Even if we expand the capacity of the pte_list_desc cache (see below), at worst,
it's still less than 16kb of memory per VM, i.e. quite small.  And if the host is
under memory pressure, KVM really should purge the caches in mmu_shrink_scan().

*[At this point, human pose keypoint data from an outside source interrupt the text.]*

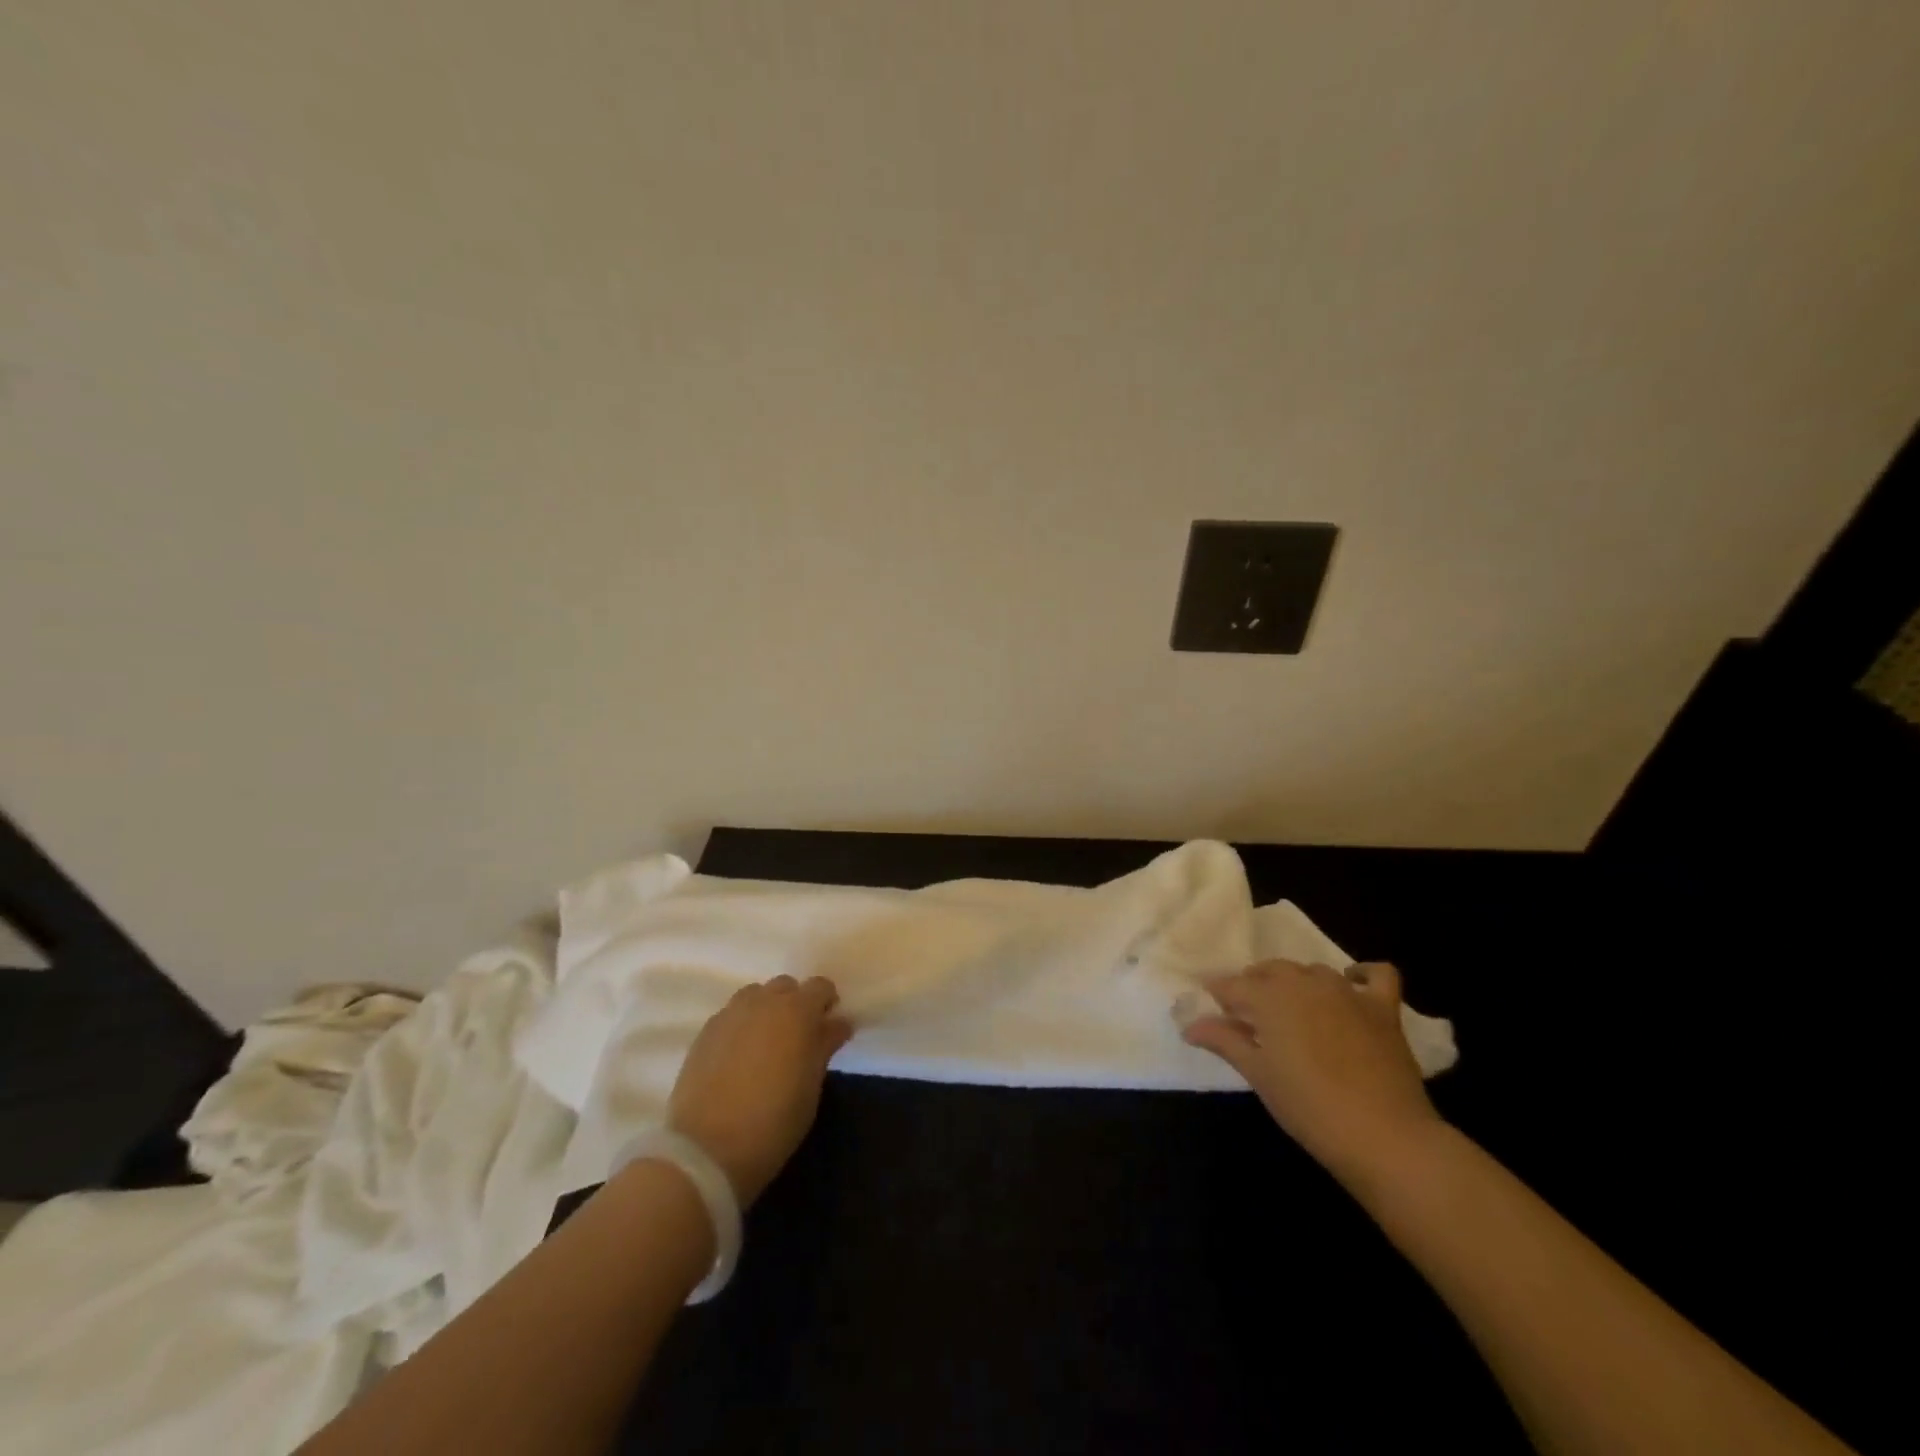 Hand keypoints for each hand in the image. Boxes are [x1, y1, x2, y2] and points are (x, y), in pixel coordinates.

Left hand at [667, 975, 851, 1205]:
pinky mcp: (705, 1032)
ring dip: (767, 1010)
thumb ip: (824, 1046)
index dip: (826, 1003)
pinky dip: (742, 1026)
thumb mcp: (811, 1086)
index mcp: (797, 1010)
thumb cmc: (774, 1120)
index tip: (828, 1027)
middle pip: (785, 986)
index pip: (820, 986)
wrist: (707, 1149)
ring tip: (766, 1044)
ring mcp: (730, 1014)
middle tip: (797, 1038)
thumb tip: (837, 1023)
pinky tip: (739, 1057)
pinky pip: (732, 1015)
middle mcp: (763, 1002)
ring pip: (756, 996)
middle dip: (795, 1004)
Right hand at [1182, 960, 1442, 1182]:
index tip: (1208, 1003)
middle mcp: (1305, 983)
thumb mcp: (1258, 1075)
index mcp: (1269, 997)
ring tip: (1291, 1008)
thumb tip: (1189, 1025)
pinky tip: (1352, 985)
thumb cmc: (1308, 1107)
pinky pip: (1376, 975)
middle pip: (1271, 970)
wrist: (1384, 1136)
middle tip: (1247, 1011)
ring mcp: (1347, 992)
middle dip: (1254, 984)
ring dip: (1296, 982)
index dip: (1218, 992)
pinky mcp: (1383, 1008)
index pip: (1233, 985)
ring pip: (1313, 971)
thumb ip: (1224, 1041)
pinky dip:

I know we proposed dropping mmu_shrink_scan(), but the more I think about that,
the more I think that an outright drop is wrong.  The real issue is that KVM as
quite literally the dumbest possible "algorithm" for zapping possibly-in-use
shadow pages, and doesn't target the zapping to fit the cgroup that's under
pressure.

So for this, IMO rather than assume that freeing the caches when any memslot
disables dirty logging, I think it makes sense to initially keep the caches and
only free them at VM destruction.  Then in follow-up patches, if we want, free
the caches in the mmu_shrink_scan(), and/or add a function hook for toggling
eager_page_split to topup/free the caches accordingly.  That gives userspace
explicit control over when the caches are purged, and does the logical thing of
freeing the caches when eager_page_split is disabled.

>  	} else {
>  		/*
>  		 * Initially-all-set does not require write protecting any page,
> diff --git a/include/linux/kvm_host.h b/include/linux/kvm_host.h
> index f94f72bbd2d3..17fc9247504d 100644
> --- a/include/linux/kvm_host.h
> +++ b/include/linux/kvm_host.h
> @@ -1336,6 +1336,7 @@ void kvm_flush_remote_tlbs(struct kvm *kvm);
>  
>  #ifdef KVM_ARCH_NR_OBJS_PER_MEMORY_CACHE
>  int kvm_mmu_topup_memory_cache(struct kvm_mmu_memory_cache *mc, int min);
> +int __kvm_mmu_topup_memory_cache(struct kvm_mmu_memory_cache *mc, int capacity, int min);
>  int kvm_mmu_memory_cache_nr_free_objects(struct kvm_mmu_memory_cache *mc);
>  void kvm_mmu_free_memory_cache(struct kvm_mmu_memory_cache *mc);
>  void *kvm_mmu_memory_cache_alloc(struct kvm_mmu_memory_cache *mc);
> diff --git a/virt/kvm/kvm_main.c b/virt/kvm/kvm_main.c
> index 5e2e75014256..b9573e958a03 100644
> --- a/virt/kvm/kvm_main.c
> +++ b/virt/kvm/kvm_main.c
> @@ -369,7 +369,7 @@ static inline void *mmu_memory_cache_alloc_obj(struct kvm_mmu_memory_cache *mc,
>  		return (void *)__get_free_page(gfp_flags);
>  }
>  
> -static int __kvm_mmu_topup_memory_cache(struct kvm_mmu_memory_cache *mc, int capacity, int min)
> +int __kvm_mmu_topup_memory_cache(struct kvm_mmu_memory_cache *mc, int capacity, int min)

+1 to Ricardo's feedback, expose this function in patch 21.